Chamber of Mines inks deal with DepEd to aid public schools
The Chamber of Mines of the Philippines on Wednesday signed an agreement with the Department of Education (DepEd) to extend assistance for infrastructure, electrification and other learning resources critical in public schools.
“This is a welcome development as we need all the help that we could muster to make quality education really accessible to as many Filipinos,” said Education Secretary Armin Luistro, who signed the agreement.
“We will take into consideration the priority needs of the school and it could be power, learning tools, infrastructure, security, etc,” Luistro said in a statement on Thursday.

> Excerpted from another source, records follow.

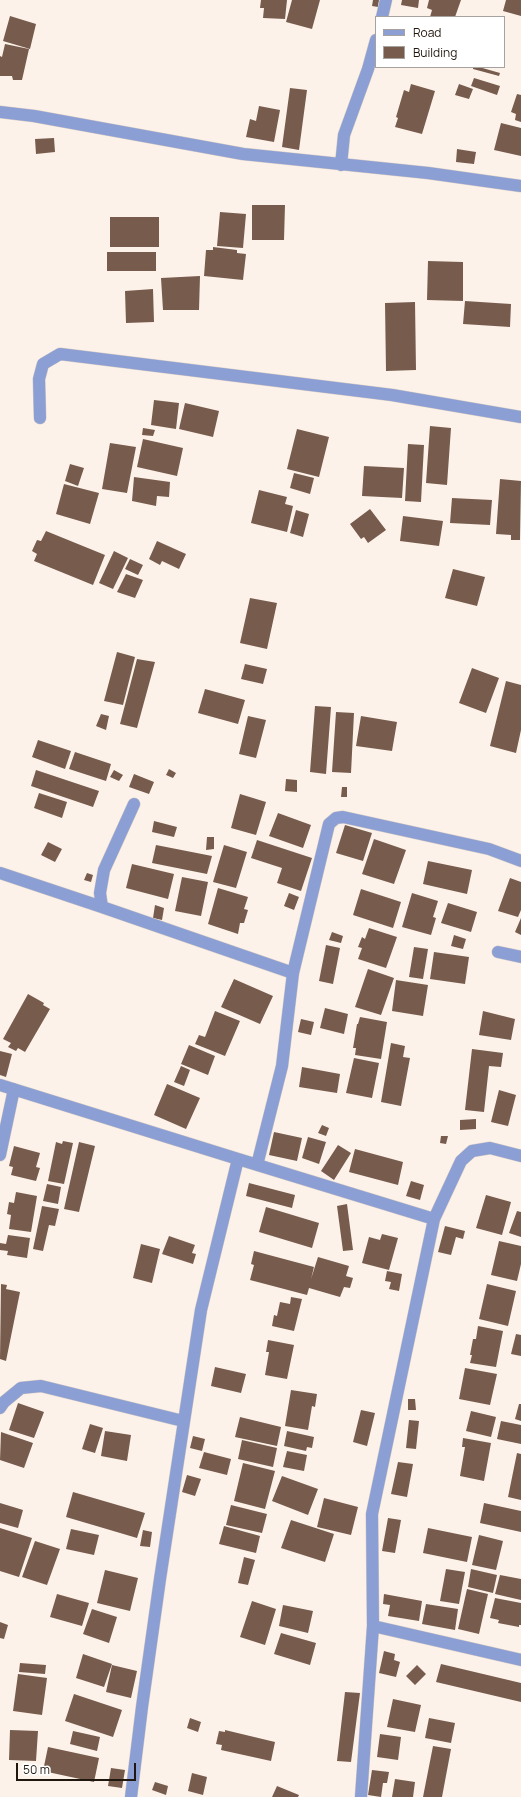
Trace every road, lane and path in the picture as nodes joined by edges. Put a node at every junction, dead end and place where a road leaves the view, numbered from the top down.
1 (386, 0) edge
2 (382, 16) edge
3 (375, 44) edge
4 (0, 112) edge
5 (340, 165) junction
6 (521, 186) edge
7 (521, 417) edge
8 (40, 418) dead end
9 (134, 804) dead end
10 (521, 861) edge
11 (0, 873) edge
12 (102, 907) junction
13 (498, 952) dead end
14 (521, 957) edge
15 (293, 973) junction
16 (0, 1084) edge
17 (14, 1089) junction
18 (0, 1155) edge
19 (521, 1156) edge
20 (238, 1160) junction
21 (256, 1165) junction
22 (434, 1219) junction
23 (0, 1408) edge
24 (183, 1421) junction
25 (373, 1626) junction
26 (521, 1660) edge
27 (131, 1797) edge
28 (361, 1797) edge

1 - 2 street
3 - 5 street
4 - 5 street
5 - 6 street
7 - 8 street
9 - 12 street
10 - 15 street
11 - 12 street
12 - 15 street
13 - 14 street
15 - 21 street
16 - 17 street
17 - 18 street
17 - 20 street
19 - 22 street
20 - 21 street
20 - 24 street
21 - 22 street
22 - 25 street
23 - 24 street
24 - 27 street
25 - 26 street
25 - 28 street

The DepEd and the chamber agreed to partner for “Minahan para sa Karunungan at Kinabukasan (Mining for Knowledge and the Future)” through which mining firms would “contribute any form of assistance” to public schools.
Chamber members would be encouraged to support students from kindergarten to high school in areas where they operate, with the DepEd helping in the selection of beneficiaries.
Philip Romualdez, chamber president, said 14 member firms had been pursuing education assistance programs in the last decade.
“Our member companies in the minerals development industry have been supporting education initiatives under the industry’s Social Development and Management Plan as well as corporate social responsibility program,” Romualdez said in a statement.
The DepEd continues to grapple with limited funding, a perennial problem that has resulted in shortages in critical resources, among them classrooms, teachers, books, desks, and toilet and sanitation facilities.
Luistro earlier said he expected to cover shortages in books and chairs by December.
The classroom backlog stands at 66,000, but the DepEd has received pledges of support from local government units, corporate donors and other private sector partners to fill resource gaps in two years.
Some 9,000 schools in remote areas still have no power, 7,950 without water and at least 4,000 schools lack both electricity and water, according to Luistro.
ACT Teachers Rep. Antonio Tinio cautioned that DepEd’s partnership with the mining sector “should not detract from growing popular opposition to large-scale mining in communities around the country.”
“The DepEd should ensure that a discussion of the social and environmental costs of mining is incorporated in environmental education in schools as mandated by Republic Act No. 9512 (Environmental Education Act),” Tinio said.